Review by Choice Review
About much more than the brutalization of soldiers and noncombatants, this well-written history of America's first civil war runs from the 1770 Boston Massacre through the 1780s following the Treaty of Paris, which ended the Anglo-American conflict. Involved were patriots seeking separation, loyalists wanting to remain with the British Empire, Native Americans who feared American independence, German mercenaries hired by Great Britain to support British troops, and slaves and noncombatants on the patriot and loyalist sides. Because both sides needed civilian support, British and American officers worked to limit plundering, which involved murder, rape, and flogging as well as the destruction and/or theft of property.

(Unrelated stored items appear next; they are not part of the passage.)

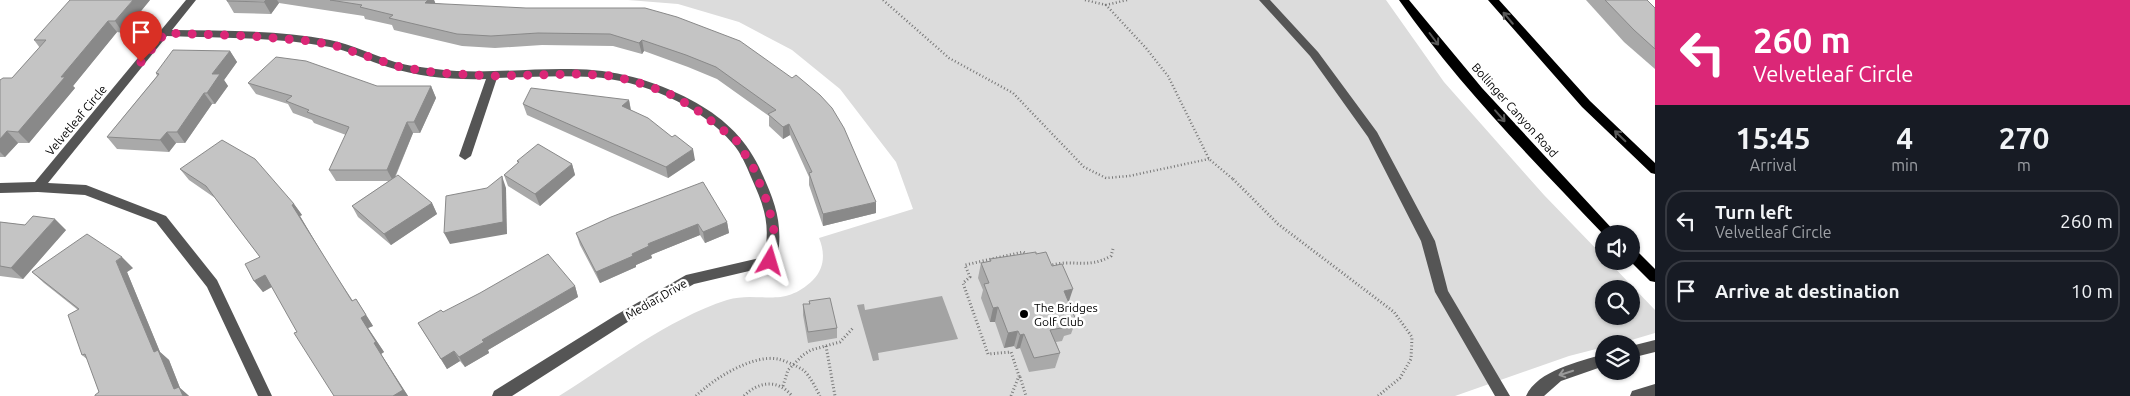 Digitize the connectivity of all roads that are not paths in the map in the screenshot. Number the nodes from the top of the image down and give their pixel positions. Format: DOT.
graph roads {
  1 [pos="191,0"];
  2 [pos="1264,0"];
  3 [pos="1404,0"];
  4 [pos="1493,0"];
  5 [pos="165,33"];
  6 [pos="492,76"];
  7 [pos="465,156"];
  8 [pos="1655,170"];
  9 [pos="38,187"];
  10 [pos="0,188"];
  11 [pos="1602,225"];
  12 [pos="1640,263"];
  13 [pos="1655,277"];
  14 [pos="1655,346"];
  15 [pos="1640,350"];
  16 [pos="1595,363"];
  17 [pos="1655,391"];
  18 [pos="265,396"];
  19 [pos="499,396"];
  20 [pos="1503,396"];
  21 [pos="1533,396"];
  22 [pos="1637,396"];
  1 -- 5 [label="street, Velvetleaf Circle"];
  2 -- 20 [label="street"];
  3 -- 11 [label="main road, Bollinger Canyon Road, one-way"];
  8 -- 4 [label="main road, one-way"];
  5 -- 6 [label="street, Mediar Drive"];
  5 -- 9 [label="street, Velvetleaf Circle"];
  6 -- 7 [label="street"];
  6 -- 19 [label="street, Mediar Drive"];
  9 -- 10 [label="street"];
  9 -- 18 [label="street"];
  12 -- 13 [label="main road"];
  14 -- 15 [label="street"];
  16 -- 21 [label="street, one-way"];
  17 -- 22 [label="street"];
}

Yet violence continued, with each side emphasizing the abuse perpetrated by the other. Once Cornwallis surrendered at Yorktown, it became obvious the US would become an independent nation, which raised the issue of reintegrating the loyalists. Though many fled and never returned, others came back, and, with the loyalists who had remained, strengthened their local and national economies. Patriots and American histories whitewashed their reputation on the American side of the pond; loyalists continue to be honored across the Atlantic. Summing Up: Recommended. All levels/libraries. --Duncan R. Jamieson, Ashland University
Copyright American Library Association, used with permission.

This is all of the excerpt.